Bir diğer beklenmedik husus ise yeni Suriye yönetiminin, geçiş aşamasında bir ortak olarak hem yakın hem de uzak uluslararası toplumun rolüne olan ihtiyacının farkında olmasıdır. Ancak bu ortaklık, iç karışıklıkların yeniden ortaya çıkmasını ve istikrarın çökmesini önleyecek yerel yönetim kabiliyetlerinin inşasını sağlamadan, yaptırımların kaldırılması kararına siyasi destek veya ekonomik destek başlıklı bir ilişkiyle sınırlandırılamaz.

Irak ve Afganistan'daki hızlı dönüşümler, devrimci meşruiyetten yararlanmakta acele etme, siyasi ve kurumsal reformların marjinalleştirilmesi, sadece askeri hedeflere ulaşma ve mevcut rejimi devirme başarısı üzerine kurulu yaklaşım, Suriye’de ne yapılmaması gerektiği konusunda sert dersler veriyor.

Rejim kurumlarının, Irak'ta olduğu gibi, açık ve uygun alternatifler olmaksızın feshedilmesi veya Afganistan'da olduğu gibi, yerel meşruiyet ve yetkinlik artırılmadan dış yardıma aşırı bağımlı olunması, her iki ülkede de istikrarsızlığın daha da artmasına yol açtı ve bugüne kadar toparlanmalarını engelledi

Suriye bu hataları tekrarlama lüksüne sahip değil. Suriye'nin şu anda eksikliğini çektiği şey, otoriteyi yeniden oluşturmak, Suriyeliler tarafından yönetilen ve mümkün olan en geniş temsiliyete sahip kurumları ortaya çıkarmak ve yeni yönetimin öngördüğünden çok daha kısa bir sürede anayasayı yazmak ve seçimleri gerçekleştirmek için net kriterler belirlemektir.

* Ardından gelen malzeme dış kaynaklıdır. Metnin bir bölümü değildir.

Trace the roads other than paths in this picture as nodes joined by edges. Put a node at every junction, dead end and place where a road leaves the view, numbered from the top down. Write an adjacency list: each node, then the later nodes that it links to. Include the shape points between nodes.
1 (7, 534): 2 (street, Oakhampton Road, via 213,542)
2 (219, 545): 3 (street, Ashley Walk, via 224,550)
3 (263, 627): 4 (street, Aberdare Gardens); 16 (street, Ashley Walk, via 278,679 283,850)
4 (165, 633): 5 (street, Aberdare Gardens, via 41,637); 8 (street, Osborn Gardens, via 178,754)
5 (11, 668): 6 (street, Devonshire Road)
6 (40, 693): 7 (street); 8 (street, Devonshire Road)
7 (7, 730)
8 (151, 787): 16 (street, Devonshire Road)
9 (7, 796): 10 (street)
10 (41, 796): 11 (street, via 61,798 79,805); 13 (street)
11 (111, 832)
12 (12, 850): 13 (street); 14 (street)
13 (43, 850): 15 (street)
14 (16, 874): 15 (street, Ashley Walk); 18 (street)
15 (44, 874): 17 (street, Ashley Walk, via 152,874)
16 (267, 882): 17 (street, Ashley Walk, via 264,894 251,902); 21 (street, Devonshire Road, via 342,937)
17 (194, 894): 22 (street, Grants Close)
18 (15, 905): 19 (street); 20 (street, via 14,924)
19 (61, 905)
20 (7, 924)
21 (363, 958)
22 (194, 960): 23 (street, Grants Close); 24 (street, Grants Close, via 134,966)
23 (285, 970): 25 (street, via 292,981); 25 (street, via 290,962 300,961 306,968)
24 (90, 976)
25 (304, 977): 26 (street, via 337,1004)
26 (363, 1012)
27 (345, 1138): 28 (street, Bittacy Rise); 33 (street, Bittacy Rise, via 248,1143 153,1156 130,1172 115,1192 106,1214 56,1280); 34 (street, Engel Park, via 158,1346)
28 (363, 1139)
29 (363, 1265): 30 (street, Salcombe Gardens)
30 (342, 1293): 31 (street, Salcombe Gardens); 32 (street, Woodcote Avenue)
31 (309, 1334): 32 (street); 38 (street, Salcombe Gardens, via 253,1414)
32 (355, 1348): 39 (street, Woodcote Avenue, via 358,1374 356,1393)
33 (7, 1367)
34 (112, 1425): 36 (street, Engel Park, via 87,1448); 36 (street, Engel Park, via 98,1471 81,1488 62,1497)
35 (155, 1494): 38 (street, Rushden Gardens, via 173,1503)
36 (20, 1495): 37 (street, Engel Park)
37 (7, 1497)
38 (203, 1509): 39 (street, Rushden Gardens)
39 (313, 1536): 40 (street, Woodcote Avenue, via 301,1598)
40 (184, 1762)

İltica ettikleri toplumlar arasında kayda değer ekonomik başarılar elde eden Suriyeliler, Esed rejiminin devrilmesinin ardından ülkelerindeki ekonomik toparlanmanın tadını çıkarma hakkına sahiptir. Ancak Suriye'nin yeniden inşası için denklemin önemli bir parçası olan bu alanda sürdürülebilirliğe açılan kapı, özünde siyasi istikrara, Suriyeli ve yabancı yatırımcı ve destekçileri çekebilme yeteneğine bağlı kalmaya devam ediyor. Siyasi reformun uzun vadeli bir proje olduğu ve acil önceliklerin gıda, barınma ve sağlık hizmetleri sağlamak etrafında döndüğü doğru. Ancak hayali çelişkilerini siyasi reformları engellemek, seçimleri daha uygun bir zamana ertelemek için bir kapı haline getirmek isteyenler veya kazanan ve kaybeden kuralına göre tekelci, hizipçi bir hükümet kurmak isteyenler dışında, siyasi reform ve yeniden inşa süreçleri birbiriyle çelişmez.